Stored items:

....

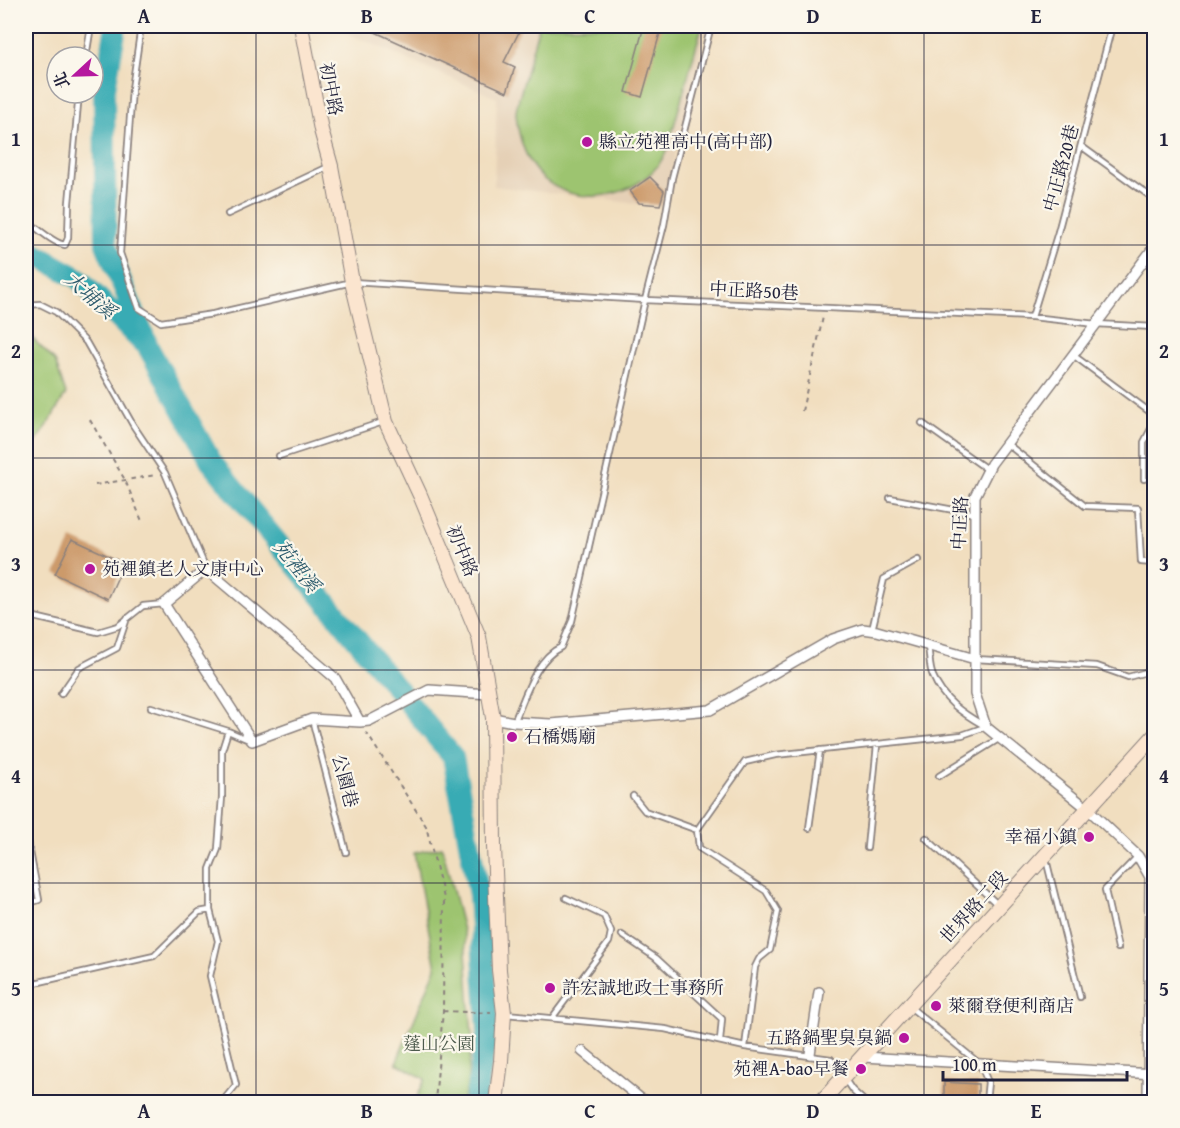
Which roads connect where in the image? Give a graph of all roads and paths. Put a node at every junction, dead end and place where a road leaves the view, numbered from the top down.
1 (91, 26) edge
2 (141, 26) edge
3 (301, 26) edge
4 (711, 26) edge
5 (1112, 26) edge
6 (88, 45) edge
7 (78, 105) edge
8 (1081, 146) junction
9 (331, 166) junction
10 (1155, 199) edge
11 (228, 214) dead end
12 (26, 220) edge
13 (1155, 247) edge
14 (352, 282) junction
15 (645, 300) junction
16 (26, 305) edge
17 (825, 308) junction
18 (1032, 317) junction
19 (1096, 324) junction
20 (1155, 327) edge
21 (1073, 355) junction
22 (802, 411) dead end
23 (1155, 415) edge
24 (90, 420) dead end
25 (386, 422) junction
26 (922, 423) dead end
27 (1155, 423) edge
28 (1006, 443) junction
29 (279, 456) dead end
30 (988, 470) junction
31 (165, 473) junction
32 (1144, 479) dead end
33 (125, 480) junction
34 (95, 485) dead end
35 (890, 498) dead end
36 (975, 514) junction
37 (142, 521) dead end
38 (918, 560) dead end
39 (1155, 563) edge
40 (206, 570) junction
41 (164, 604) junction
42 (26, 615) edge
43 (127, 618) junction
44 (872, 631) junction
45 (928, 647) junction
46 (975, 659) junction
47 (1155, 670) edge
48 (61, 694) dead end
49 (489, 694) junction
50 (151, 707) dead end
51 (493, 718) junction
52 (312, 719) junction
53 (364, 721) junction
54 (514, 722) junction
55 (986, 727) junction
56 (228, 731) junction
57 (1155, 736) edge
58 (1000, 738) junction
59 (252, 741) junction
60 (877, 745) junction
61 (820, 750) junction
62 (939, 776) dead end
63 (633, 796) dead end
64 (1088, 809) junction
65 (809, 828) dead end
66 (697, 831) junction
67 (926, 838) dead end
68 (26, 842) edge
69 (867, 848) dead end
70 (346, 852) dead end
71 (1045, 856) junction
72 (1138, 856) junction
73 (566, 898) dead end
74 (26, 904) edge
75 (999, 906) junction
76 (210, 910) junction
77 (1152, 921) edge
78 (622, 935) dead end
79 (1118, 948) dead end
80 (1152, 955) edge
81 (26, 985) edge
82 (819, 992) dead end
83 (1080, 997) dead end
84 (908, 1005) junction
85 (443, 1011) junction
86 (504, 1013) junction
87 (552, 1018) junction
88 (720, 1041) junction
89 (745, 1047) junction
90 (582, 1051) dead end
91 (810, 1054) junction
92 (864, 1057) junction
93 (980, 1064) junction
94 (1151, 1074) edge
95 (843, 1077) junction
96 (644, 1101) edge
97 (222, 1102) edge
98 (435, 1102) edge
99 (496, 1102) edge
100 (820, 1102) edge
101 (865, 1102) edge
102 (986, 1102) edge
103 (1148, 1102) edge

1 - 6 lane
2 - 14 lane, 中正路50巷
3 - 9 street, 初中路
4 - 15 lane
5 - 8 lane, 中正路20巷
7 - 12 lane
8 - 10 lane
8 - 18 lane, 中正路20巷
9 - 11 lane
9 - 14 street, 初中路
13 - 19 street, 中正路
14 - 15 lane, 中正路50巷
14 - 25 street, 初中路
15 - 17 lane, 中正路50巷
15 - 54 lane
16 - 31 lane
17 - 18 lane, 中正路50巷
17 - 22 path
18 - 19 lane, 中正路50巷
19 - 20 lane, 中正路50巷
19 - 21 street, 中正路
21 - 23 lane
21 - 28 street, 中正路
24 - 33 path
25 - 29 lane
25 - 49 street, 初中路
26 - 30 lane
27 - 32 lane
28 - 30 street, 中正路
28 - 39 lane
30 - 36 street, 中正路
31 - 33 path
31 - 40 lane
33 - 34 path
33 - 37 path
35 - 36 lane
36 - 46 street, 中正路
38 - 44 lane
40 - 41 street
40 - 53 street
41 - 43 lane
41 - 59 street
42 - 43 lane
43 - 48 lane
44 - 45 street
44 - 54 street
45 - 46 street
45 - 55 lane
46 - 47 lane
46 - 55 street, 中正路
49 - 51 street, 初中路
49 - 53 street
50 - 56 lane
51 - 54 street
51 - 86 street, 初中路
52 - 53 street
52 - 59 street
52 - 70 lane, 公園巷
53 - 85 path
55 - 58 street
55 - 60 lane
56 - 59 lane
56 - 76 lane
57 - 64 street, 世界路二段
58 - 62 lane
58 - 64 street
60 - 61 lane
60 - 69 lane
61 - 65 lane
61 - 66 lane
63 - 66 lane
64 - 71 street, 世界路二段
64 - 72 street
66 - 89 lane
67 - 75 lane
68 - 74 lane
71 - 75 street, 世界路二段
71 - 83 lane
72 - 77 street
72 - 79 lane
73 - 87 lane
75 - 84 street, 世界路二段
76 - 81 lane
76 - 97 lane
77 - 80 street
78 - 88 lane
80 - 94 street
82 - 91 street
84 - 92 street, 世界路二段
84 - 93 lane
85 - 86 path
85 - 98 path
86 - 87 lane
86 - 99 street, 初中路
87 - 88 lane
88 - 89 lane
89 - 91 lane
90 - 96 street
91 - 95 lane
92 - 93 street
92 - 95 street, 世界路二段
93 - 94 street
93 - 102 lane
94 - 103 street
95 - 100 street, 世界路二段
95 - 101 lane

....

**Exercise prompt**
Copy all the entries word for word. Omit any pictures.

**Your response**
Which roads connect where in the image? Give a graph of all roads and paths. Put a node at every junction, dead end and place where a road leaves the view, numbered from the top down.
1 (91, 26) edge
2 (141, 26) edge
3 (301, 26) edge
4 (711, 26) edge
5 (1112, 26) edge
6 (88, 45) edge
7 (78, 105) edge
8 (1081, 146) junction
9 (331, 166) junction
10 (1155, 199) edge
11 (228, 214) dead end
12 (26, 220) edge
13 (1155, 247) edge
14 (352, 282) junction
15 (645, 300) junction
16 (26, 305) edge
17 (825, 308) junction
18 (1032, 317) junction
19 (1096, 324) junction
20 (1155, 327) edge
21 (1073, 355) junction
22 (802, 411) dead end
23 (1155, 415) edge
24 (90, 420) dead end
25 (386, 422) junction
26 (922, 423) dead end
27 (1155, 423) edge
28 (1006, 443) junction
29 (279, 456) dead end
30 (988, 470) junction
31 (165, 473) junction
32 (1144, 479) dead end
33 (125, 480) junction
34 (95, 485) dead end
35 (890, 498) dead end
36 (975, 514) junction
37 (142, 521) dead end
38 (918, 560) dead end
39 (1155, 563) edge
40 (206, 570) junction
41 (164, 604) junction
42 (26, 615) edge
43 (127, 618) junction
44 (872, 631) junction
45 (928, 647) junction
46 (975, 659) junction
47 (1155, 670) edge
48 (61, 694) dead end
49 (489, 694) junction
50 (151, 707) dead end
51 (493, 718) junction
52 (312, 719) junction
53 (364, 721) junction
54 (514, 722) junction
55 (986, 727) junction
56 (228, 731) junction
57 (1155, 736) edge
58 (1000, 738) junction
59 (252, 741) junction
60 (877, 745) junction
61 (820, 750) junction
62 (939, 776) dead end
63 (633, 796) dead end
64 (1088, 809) junction
65 (809, 828) dead end
66 (697, 831) junction
67 (926, 838) dead end
68 (26, 842) edge
69 (867, 848) dead end
70 (346, 852) dead end
71 (1045, 856) junction
72 (1138, 856) junction
73 (566, 898) dead end
74 (26, 904) edge
75 (999, 906) junction
76 (210, 910) junction
77 (1152, 921) edge
78 (622, 935) dead end
79 (1118, 948) dead end
80 (1152, 955) edge
81 (26, 985) edge
82 (819, 992) dead end
83 (1080, 997) dead end
84 (908, 1005) junction
85 (443, 1011) junction
86 (504, 1013) junction
87 (552, 1018) junction
88 (720, 1041) junction
89 (745, 1047) junction
90 (582, 1051) dead end
91 (810, 1054) junction
92 (864, 1057) junction
93 (980, 1064) junction
94 (1151, 1074) edge
95 (843, 1077) junction
96 (644, 1101) edge
97 (222, 1102) edge
98 (435, 1102) edge
99 (496, 1102) edge
100 (820, 1102) edge
101 (865, 1102) edge
102 (986, 1102) edge
103 (1148, 1102) edge

1 - 6 lane
2 - 14 lane, 中正路50巷
3 - 9 street, 初中路
4 - 15 lane
5 - 8 lane, 中正路20巷
7 - 12 lane
8 - 10 lane
8 - 18 lane, 中正路20巷
9 - 11 lane
9 - 14 street, 初中路
13 - 19 street, 中正路
14 - 15 lane, 中正路50巷
14 - 25 street, 初中路
15 - 17 lane, 中正路50巷
15 - 54 lane
16 - 31 lane
17 - 18 lane, 中正路50巷
17 - 22 path
18 - 19 lane, 中正路50巷
19 - 20 lane, 中正路50巷
19 - 21 street, 中正路
21 - 23 lane
21 - 28 street, 中正路
24 - 33 path
25 - 29 lane
25 - 49 street, 初中路
26 - 30 lane
27 - 32 lane
28 - 30 street, 中正路
28 - 39 lane
30 - 36 street, 中正路
31 - 33 path
31 - 40 lane
33 - 34 path
33 - 37 path
35 - 36 lane
36 - 46 street, 中正路
38 - 44 lane
40 - 41 street
40 - 53 street
41 - 43 lane
41 - 59 street
42 - 43 lane
43 - 48 lane
44 - 45 street
44 - 54 street
45 - 46 street
45 - 55 lane
46 - 47 lane
46 - 55 street, 中正路
49 - 51 street, 初中路
49 - 53 street
50 - 56 lane
51 - 54 street
51 - 86 street, 初中路
52 - 53 street
52 - 59 street
52 - 70 lane, 公園巷
53 - 85 path
55 - 58 street
55 - 60 lane
56 - 59 lane
56 - 76 lane
57 - 64 street, 世界路二段
58 - 62 lane
58 - 64 street
60 - 61 lane
60 - 69 lane
61 - 65 lane
61 - 66 lane
63 - 66 lane
64 - 71 street, 世界路二段
64 - 72 street
66 - 89 lane
67 - 75 lane
68 - 74 lane
71 - 75 street, 世界路二段
71 - 83 lane
72 - 77 street
72 - 79 lane
73 - 87 lane
75 - 84 street, 世界路二段
76 - 81 lane
76 - 97 lane
77 - 80 street
78 - 88 lane
80 - 94 street
82 - 91 street
84 - 92 street, 世界路二段
84 - 93 lane
85 - 86 path
85 - 98 path
86 - 87 lane
86 - 99 street, 初中路
87 - 88 lane
88 - 89 lane
89 - 91 lane
90 - 96 street
91 - 95 lane
92 - 93 street
92 - 95 street, 世界路二段
93 - 94 street
93 - 102 lane
94 - 103 street
95 - 100 street, 世界路二段
95 - 101 lane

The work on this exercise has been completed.